All the data below goes into the copy word for word, but the pictures don't.

[Entries provided]
- Opening Delimiter -

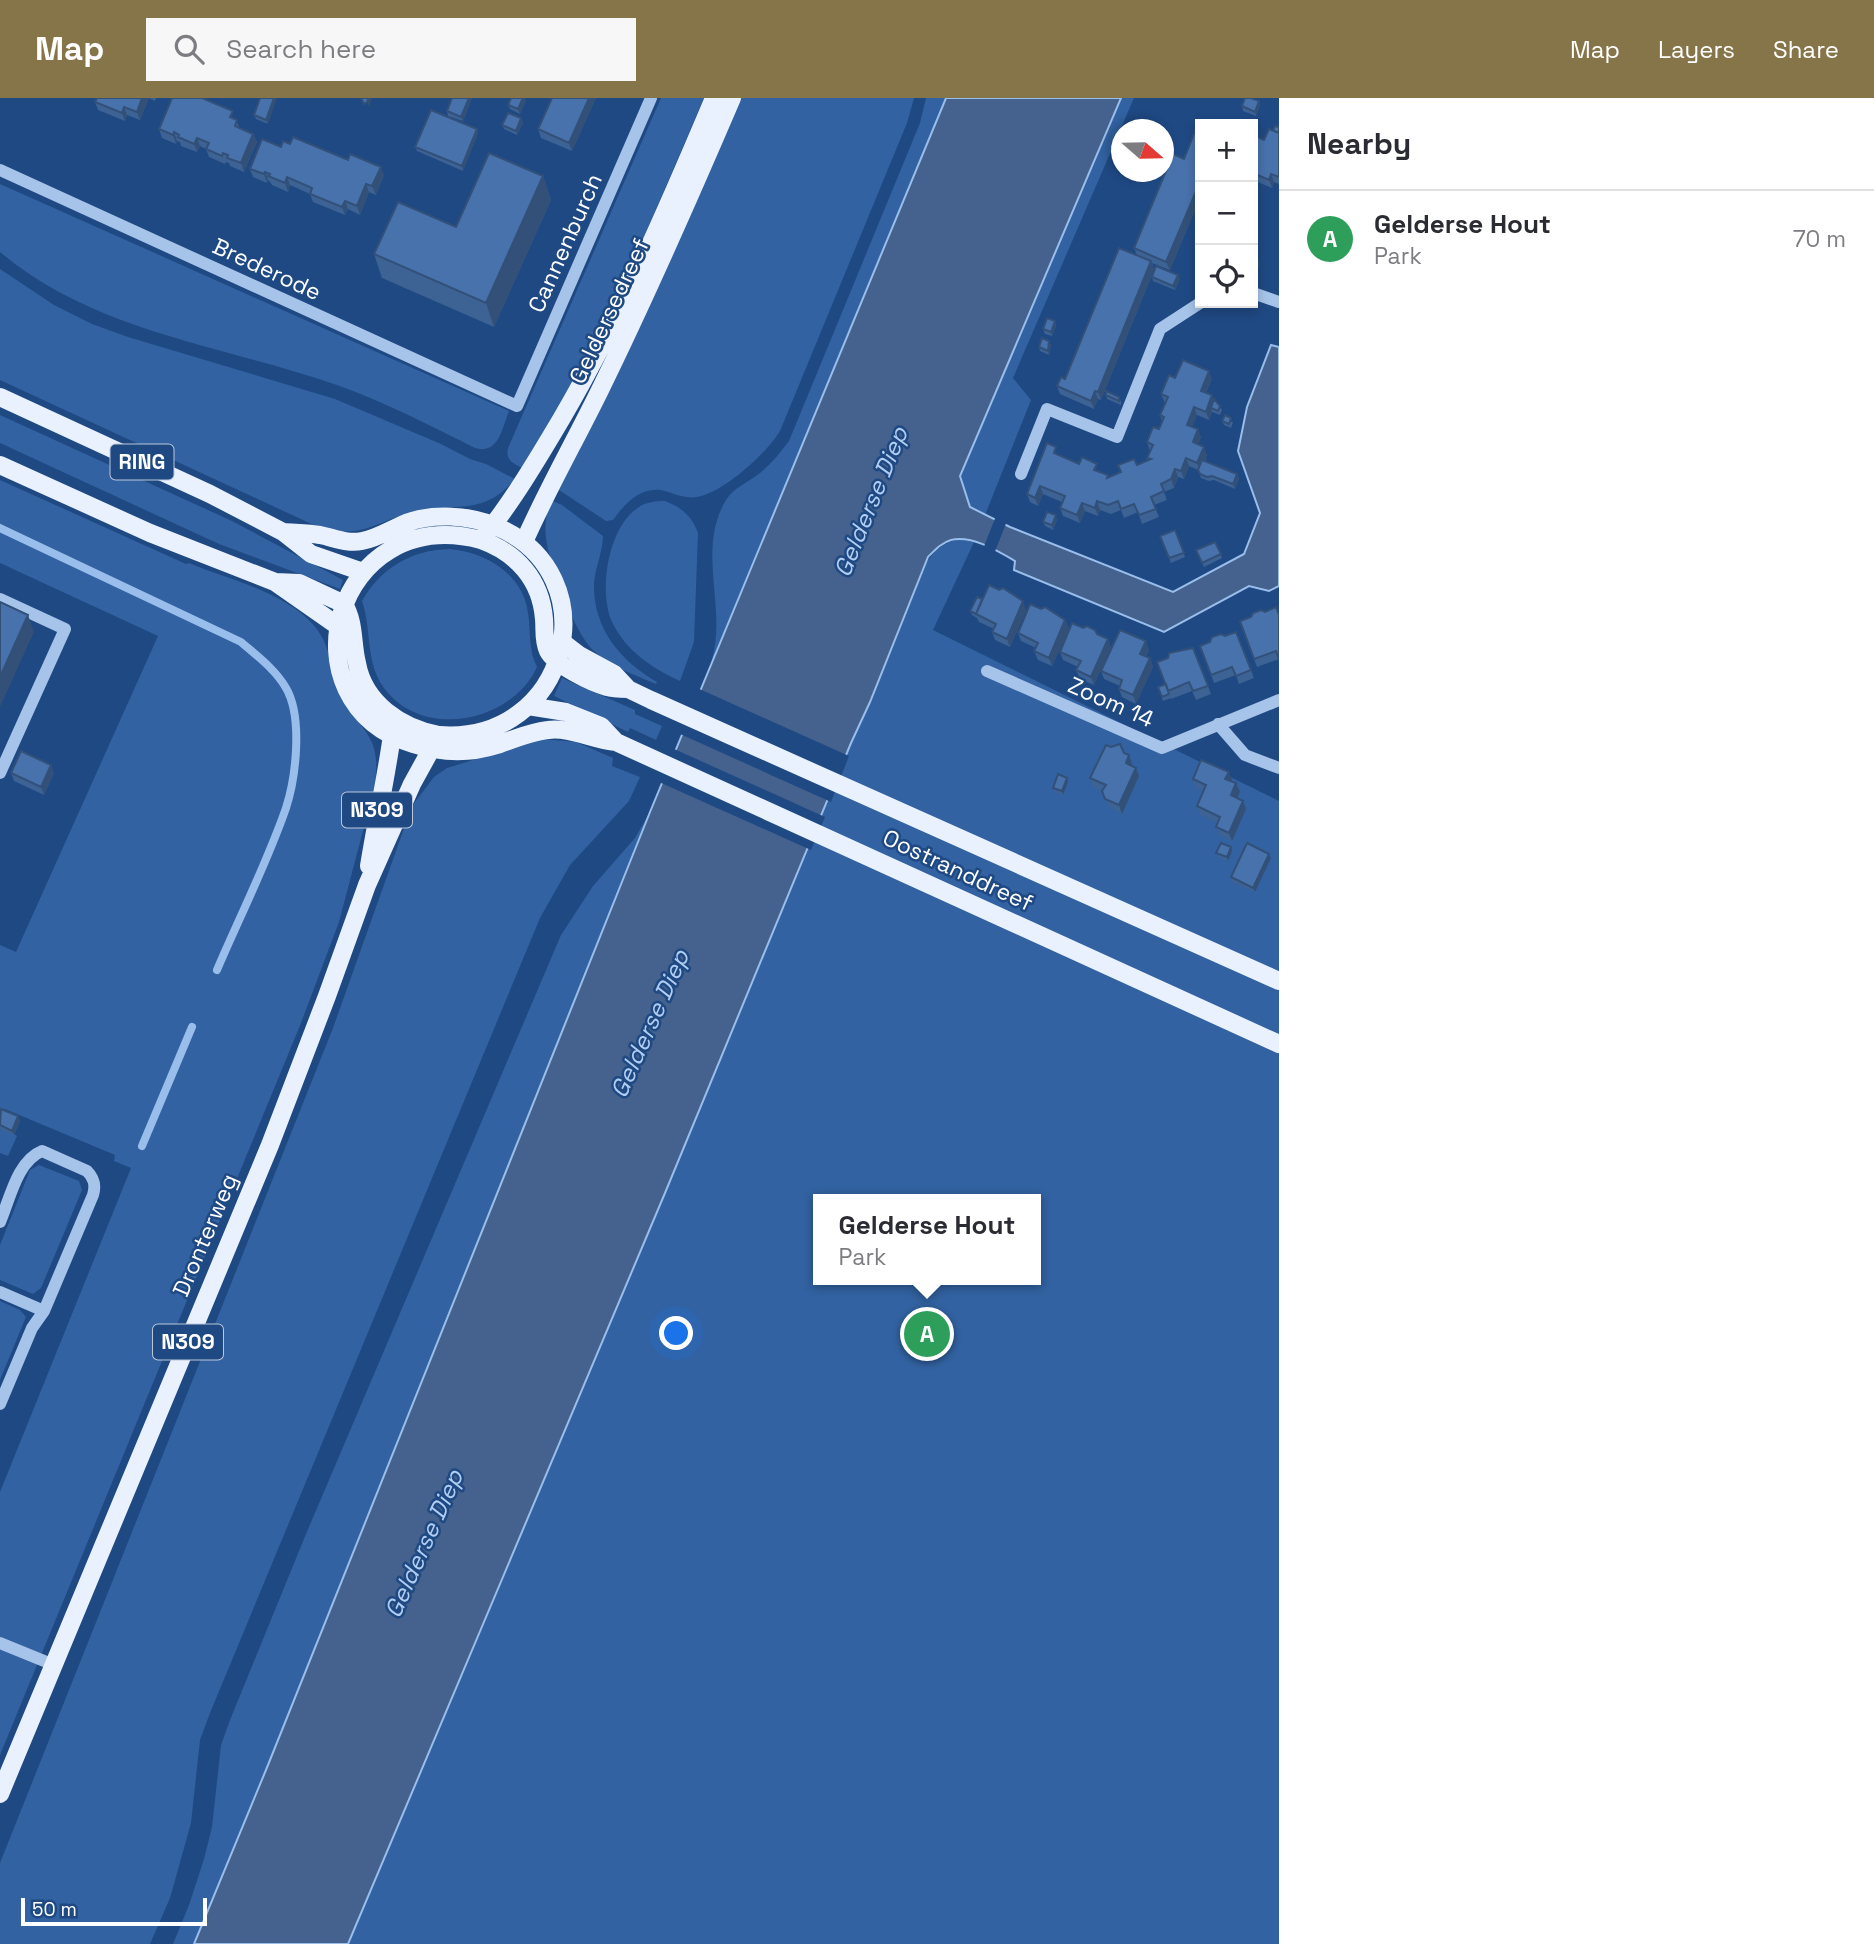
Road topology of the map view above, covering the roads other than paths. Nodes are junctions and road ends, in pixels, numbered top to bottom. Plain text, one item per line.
1 (651, 98) edge
2 (714, 98) edge
3 (732, 98) edge
4 (0, 170) edge
5 (1258, 295) edge
6 (1279, 302) edge
7 (1195, 306) edge
8 (0, 397) edge
9 (517, 406) joint
10 (0, 465) edge
11 (1021, 474) dead end
12 (493, 525) junction
13 (283, 532) junction
14 (481, 540) junction
15 (524, 542) junction
16 (363, 572) junction
17 (275, 582) junction
18 (0, 599) edge
19 (344, 604) junction
20 (338, 626) junction
21 (562, 642) junction
22 (558, 663) junction
23 (987, 671) dead end
24 (628, 689) junction
25 (1279, 700) edge
26 (528, 706) junction
27 (1217, 724) junction
28 (392, 735) junction
29 (434, 742) junction
30 (623, 745) junction
31 (1279, 768) edge
32 (0, 773) edge
33 (367, 886) junction
34 (1279, 981) edge
35 (1279, 1044) edge
36 (0, 1222) edge
37 (0, 1292) edge
38 (44, 1311) junction
39 (0, 1404) edge
40 (0, 1643) edge
41 (54, 1665) junction
42 (0, 1794) edge

1 - 9 street, Cannenburch
2 - 12 main road, Geldersedreef
3 - 15 main road, Geldersedreef
4 - 9 street, Brederode
5 - 6 street
7 - 11 street
8 - 13 main road, RING
10 - 17 main road, RING
12 - 13 main road, RING
12 - 14 main road, Geldersedreef
12 - 15 main road, RING
13 - 16 main road, RING
14 - 16 main road, RING
14 - 22 main road, RING
15 - 21 main road, RING
16 - 19 main road, RING
17 - 19 main road, RING
17 - 20 main road, RING
18 - 32 street
19 - 20 main road, RING
19 - 29 main road, RING
20 - 28 main road, RING
21 - 22 main road, RING
21 - 24 main road, Oostranddreef
22 - 24 main road, Oostranddreef
22 - 26 main road, RING
23 - 27 street, Zoom 14
24 - 34 main road, Oostranddreef
25 - 27 street, Zoom 14
26 - 29 main road, RING
26 - 30 main road, Oostranddreef / RING
27 - 31 street
28 - 29 main road, RING
28 - 33 main road, Dronterweg / N309
29 - 30 main road, Oostranddreef / RING
29 - 33 main road, Dronterweg / N309
30 - 35 main road, Oostranddreef / RING
33 - 41 main road, Dronterweg / N309
36 - 38 street
37 - 38 street
38 - 39 street
40 - 41 street
41 - 42 main road, Dronterweg / N309

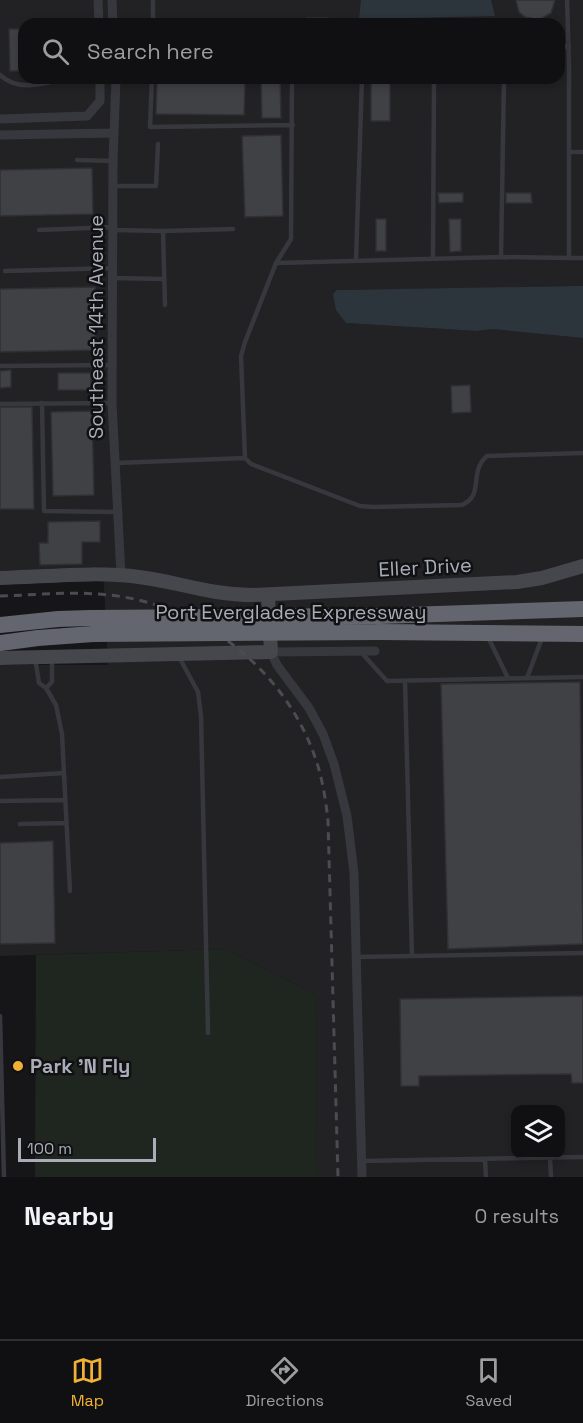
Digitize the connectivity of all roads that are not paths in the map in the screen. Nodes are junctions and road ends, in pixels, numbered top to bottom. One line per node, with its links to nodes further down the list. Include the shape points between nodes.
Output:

- Closing Delimiter -

[Answer space]
Road topology of the map view above, covering the roads other than paths. Nodes are junctions and road ends, in pixels, numbered top to bottom. Plain text, one item per line.
1 (651, 98) edge
2 (714, 98) edge
3 (732, 98) edge
4 (0, 170) edge
5 (1258, 295) edge
6 (1279, 302) edge
7 (1195, 306) edge
8 (0, 397) edge
9 (517, 406) joint
10 (0, 465) edge
11 (1021, 474) dead end
12 (493, 525) junction
13 (283, 532) junction
14 (481, 540) junction
15 (524, 542) junction
16 (363, 572) junction
17 (275, 582) junction
18 (0, 599) edge
19 (344, 604) junction
20 (338, 626) junction
21 (562, 642) junction
22 (558, 663) junction
23 (987, 671) dead end
24 (628, 689) junction
25 (1279, 700) edge
26 (528, 706) junction
27 (1217, 724) junction
28 (392, 735) junction
29 (434, 742) junction
30 (623, 745) junction
31 (1279, 768) edge
32 (0, 773) edge
33 (367, 886) junction
34 (1279, 981) edge
35 (1279, 1044) edge
36 (0, 1222) edge
37 (0, 1292) edge
38 (44, 1311) junction
39 (0, 1404) edge
40 (0, 1643) edge
41 (54, 1665) junction
42 (0, 1794) edge

1 - 9 street, Cannenburch
2 - 12 main road, Geldersedreef
3 - 15 main road, Geldersedreef
4 - 9 street, Brederode
5 - 6 street
7 - 11 street
8 - 13 main road, RING
10 - 17 main road, RING
12 - 13 main road, RING
12 - 14 main road, Geldersedreef
12 - 15 main road, RING
13 - 16 main road, RING
14 - 16 main road, RING
14 - 22 main road, RING
15 - 21 main road, RING
16 - 19 main road, RING
17 - 19 main road, RING
17 - 20 main road, RING
18 - 32 street
19 - 20 main road, RING
19 - 29 main road, RING
20 - 28 main road, RING
21 - 22 main road, RING
21 - 24 main road, Oostranddreef
22 - 24 main road, Oostranddreef
22 - 26 main road, RING
23 - 27 street, Zoom 14
24 - 34 main road, Oostranddreef
25 - 27 street, Zoom 14
26 - 29 main road, RING
26 - 30 main road, Oostranddreef / RING
27 - 31 street
28 - 29 main road, RING
28 - 33 main road, Dronterweg / N309
29 - 30 main road, Oostranddreef / RING
29 - 33 main road, Dronterweg / N309
30 - 35 main road, Oostranddreef / RING
33 - 41 main road, Dronterweg / N309
36 - 38 street
37 - 38 street
38 - 39 street
40 - 41 street
41 - 42 main road, Dronterweg / N309

Digitize the connectivity of all roads that are not paths in the map in the screen. Nodes are junctions and road ends, in pixels, numbered top to bottom. One line per node, with its links to nodes further down the list. Include the shape points between nodes.
Output:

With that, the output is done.